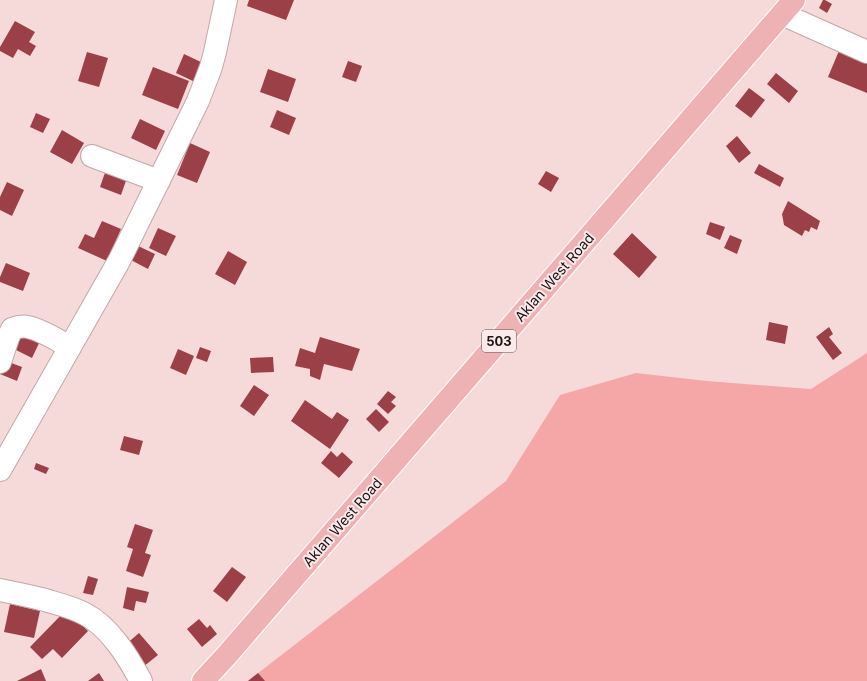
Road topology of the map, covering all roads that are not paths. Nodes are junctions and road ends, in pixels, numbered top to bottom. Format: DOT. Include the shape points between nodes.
...
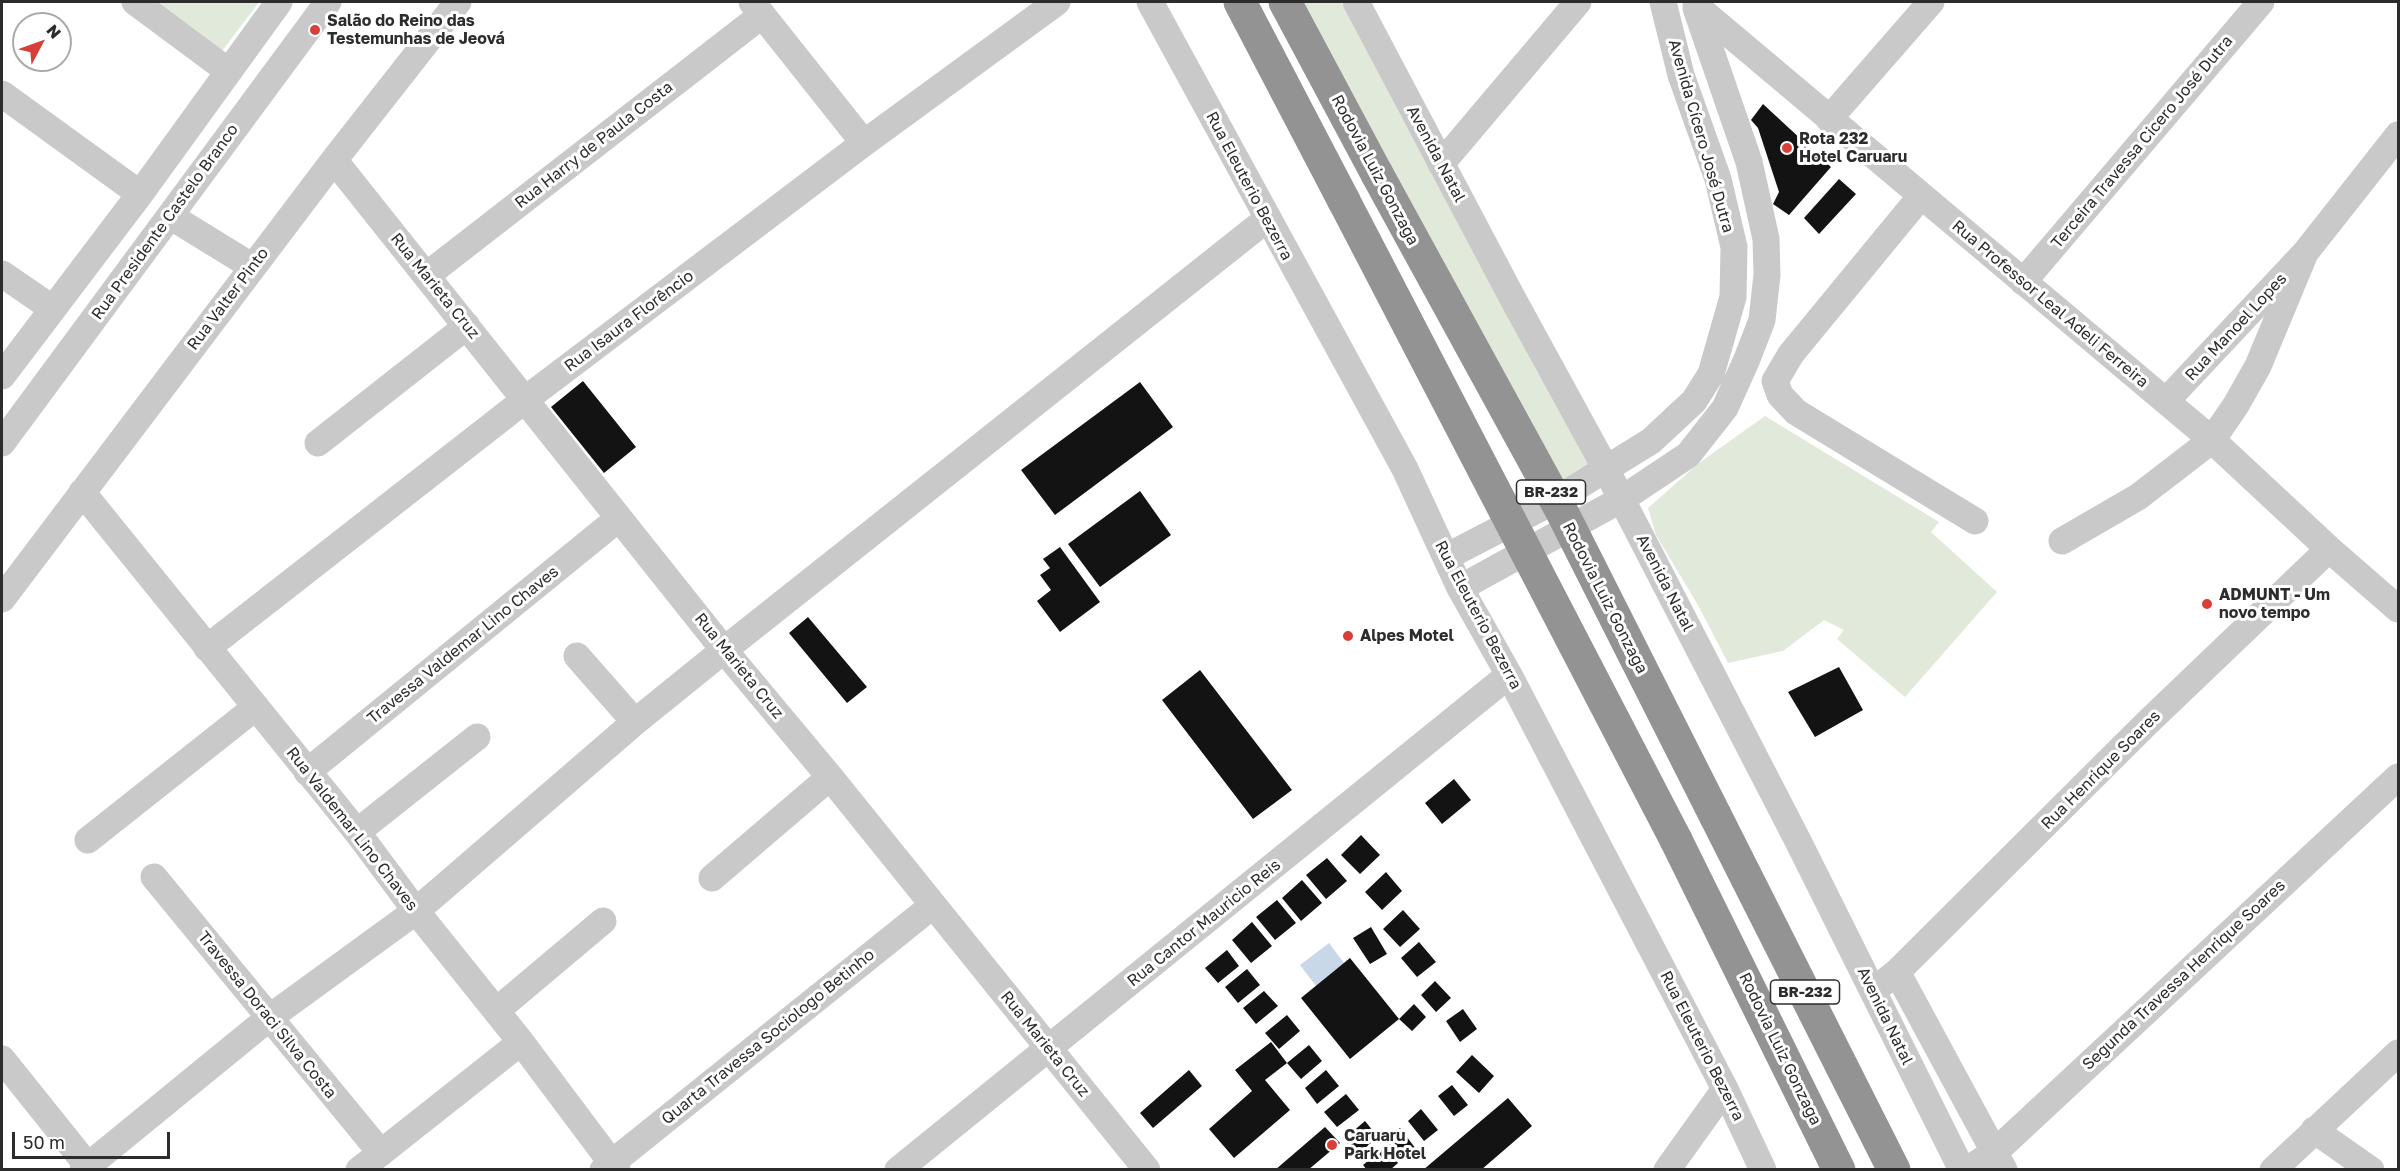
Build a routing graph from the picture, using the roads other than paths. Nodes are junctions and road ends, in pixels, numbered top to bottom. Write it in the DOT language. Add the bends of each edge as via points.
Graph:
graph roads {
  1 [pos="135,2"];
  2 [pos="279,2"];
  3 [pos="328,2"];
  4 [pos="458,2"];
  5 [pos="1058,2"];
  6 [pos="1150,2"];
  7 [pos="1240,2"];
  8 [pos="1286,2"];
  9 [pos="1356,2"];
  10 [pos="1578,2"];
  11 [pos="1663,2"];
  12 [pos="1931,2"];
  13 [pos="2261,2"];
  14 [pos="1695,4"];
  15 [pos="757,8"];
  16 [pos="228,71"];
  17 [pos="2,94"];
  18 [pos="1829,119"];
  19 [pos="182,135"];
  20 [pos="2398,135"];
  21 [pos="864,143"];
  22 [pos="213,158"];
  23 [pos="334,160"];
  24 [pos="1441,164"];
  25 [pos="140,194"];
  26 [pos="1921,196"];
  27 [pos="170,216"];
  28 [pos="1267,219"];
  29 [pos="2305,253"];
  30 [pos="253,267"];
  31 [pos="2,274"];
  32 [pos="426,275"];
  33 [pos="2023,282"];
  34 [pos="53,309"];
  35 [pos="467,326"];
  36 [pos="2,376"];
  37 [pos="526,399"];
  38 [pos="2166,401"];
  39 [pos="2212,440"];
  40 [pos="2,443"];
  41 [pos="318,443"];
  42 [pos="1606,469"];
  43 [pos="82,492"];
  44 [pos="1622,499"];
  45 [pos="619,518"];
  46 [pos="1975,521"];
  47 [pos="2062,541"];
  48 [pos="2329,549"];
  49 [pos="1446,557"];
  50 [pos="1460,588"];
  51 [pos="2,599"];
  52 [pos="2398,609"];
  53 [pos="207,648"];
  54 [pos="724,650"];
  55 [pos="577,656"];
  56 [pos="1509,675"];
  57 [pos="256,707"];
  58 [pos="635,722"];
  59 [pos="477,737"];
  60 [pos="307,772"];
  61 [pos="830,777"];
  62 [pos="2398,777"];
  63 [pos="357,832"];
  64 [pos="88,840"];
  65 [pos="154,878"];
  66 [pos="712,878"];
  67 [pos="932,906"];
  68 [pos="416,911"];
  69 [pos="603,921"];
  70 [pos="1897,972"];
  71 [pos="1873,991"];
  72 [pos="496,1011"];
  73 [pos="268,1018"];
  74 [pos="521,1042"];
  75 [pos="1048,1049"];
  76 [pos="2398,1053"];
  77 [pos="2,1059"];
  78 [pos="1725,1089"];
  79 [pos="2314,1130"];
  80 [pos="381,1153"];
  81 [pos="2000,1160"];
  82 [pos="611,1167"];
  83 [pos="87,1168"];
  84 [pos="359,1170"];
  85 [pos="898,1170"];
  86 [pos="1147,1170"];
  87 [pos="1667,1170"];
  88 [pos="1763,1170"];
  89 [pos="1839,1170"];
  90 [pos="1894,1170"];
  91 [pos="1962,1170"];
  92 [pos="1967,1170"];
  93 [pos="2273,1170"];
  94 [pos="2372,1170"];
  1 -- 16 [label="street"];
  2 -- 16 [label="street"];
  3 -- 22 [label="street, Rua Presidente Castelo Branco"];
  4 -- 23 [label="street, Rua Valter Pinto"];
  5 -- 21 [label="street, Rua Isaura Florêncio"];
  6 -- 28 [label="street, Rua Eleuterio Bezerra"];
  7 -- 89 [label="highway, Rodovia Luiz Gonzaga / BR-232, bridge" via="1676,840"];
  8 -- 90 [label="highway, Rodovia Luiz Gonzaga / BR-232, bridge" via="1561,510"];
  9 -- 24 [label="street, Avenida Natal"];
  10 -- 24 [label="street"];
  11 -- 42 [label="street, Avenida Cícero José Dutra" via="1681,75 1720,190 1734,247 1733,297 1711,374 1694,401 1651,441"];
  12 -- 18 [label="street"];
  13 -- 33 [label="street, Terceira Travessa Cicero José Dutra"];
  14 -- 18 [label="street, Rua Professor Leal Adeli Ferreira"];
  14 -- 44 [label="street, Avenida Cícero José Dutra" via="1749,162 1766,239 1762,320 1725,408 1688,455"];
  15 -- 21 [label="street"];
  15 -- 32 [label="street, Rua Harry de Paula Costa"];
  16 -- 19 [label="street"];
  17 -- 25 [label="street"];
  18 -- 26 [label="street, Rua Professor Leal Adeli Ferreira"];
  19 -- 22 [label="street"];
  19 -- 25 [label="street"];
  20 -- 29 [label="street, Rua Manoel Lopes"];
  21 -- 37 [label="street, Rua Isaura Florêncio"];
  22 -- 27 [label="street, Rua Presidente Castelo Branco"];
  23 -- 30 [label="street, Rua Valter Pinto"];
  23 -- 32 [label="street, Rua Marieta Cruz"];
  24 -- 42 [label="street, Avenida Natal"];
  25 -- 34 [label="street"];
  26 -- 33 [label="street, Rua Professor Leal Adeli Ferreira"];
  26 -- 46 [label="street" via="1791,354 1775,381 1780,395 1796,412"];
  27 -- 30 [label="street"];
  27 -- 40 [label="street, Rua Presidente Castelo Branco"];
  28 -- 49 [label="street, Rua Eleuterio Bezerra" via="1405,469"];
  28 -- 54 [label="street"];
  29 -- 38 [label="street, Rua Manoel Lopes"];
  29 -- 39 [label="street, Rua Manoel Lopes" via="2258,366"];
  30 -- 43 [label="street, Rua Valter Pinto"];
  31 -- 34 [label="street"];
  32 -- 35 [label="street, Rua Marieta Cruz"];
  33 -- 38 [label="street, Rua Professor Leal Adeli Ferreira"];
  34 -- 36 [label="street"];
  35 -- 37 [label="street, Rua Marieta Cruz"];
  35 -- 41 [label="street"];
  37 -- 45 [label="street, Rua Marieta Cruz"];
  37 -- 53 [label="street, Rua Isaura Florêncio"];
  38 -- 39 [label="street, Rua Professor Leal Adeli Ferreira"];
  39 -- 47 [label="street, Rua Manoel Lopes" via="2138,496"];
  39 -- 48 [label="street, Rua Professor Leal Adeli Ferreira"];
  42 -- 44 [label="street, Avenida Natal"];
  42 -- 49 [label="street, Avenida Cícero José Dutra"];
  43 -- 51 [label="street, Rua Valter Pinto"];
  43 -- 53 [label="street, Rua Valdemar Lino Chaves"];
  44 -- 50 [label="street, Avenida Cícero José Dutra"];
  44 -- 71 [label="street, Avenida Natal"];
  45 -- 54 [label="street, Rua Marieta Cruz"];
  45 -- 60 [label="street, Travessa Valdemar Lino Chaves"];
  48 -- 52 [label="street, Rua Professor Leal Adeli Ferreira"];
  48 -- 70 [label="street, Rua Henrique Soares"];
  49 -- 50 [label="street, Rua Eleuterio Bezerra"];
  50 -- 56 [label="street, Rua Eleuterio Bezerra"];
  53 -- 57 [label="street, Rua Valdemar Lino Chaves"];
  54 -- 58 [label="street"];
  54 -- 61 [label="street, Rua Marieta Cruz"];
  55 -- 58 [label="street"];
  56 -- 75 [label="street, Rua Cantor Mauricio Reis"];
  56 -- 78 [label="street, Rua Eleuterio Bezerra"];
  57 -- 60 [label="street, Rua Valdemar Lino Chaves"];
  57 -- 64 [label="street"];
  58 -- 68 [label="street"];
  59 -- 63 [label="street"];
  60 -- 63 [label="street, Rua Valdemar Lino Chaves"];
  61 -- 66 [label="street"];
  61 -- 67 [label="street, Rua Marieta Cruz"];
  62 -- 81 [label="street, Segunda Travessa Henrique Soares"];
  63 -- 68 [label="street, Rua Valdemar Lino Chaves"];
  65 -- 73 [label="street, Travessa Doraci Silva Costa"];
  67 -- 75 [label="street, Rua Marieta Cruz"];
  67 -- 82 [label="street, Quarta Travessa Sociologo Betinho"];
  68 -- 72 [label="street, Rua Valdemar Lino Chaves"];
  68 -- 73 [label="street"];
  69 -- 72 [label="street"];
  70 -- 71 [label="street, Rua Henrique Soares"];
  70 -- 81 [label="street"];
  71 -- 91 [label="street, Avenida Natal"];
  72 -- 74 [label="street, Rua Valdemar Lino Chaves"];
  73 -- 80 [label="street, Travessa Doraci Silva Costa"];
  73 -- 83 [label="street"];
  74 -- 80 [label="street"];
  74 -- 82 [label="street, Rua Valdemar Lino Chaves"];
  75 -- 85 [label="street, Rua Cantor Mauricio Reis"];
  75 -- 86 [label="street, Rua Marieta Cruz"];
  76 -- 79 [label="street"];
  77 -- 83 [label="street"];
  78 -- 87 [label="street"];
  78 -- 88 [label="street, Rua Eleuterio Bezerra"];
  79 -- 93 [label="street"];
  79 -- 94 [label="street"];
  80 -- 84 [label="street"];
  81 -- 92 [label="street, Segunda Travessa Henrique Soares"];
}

• _About this task_
Each line above that carries the string "numbered" has to be returned.

• _Problem solution_
Road topology of the map, covering all roads that are not paths. Nodes are junctions and road ends, in pixels, numbered top to bottom. Format: DOT. Include the shape points between nodes.
Build a routing graph from the picture, using the roads other than paths. Nodes are junctions and road ends, in pixels, numbered top to bottom. Write it in the DOT language. Add the bends of each edge as via points.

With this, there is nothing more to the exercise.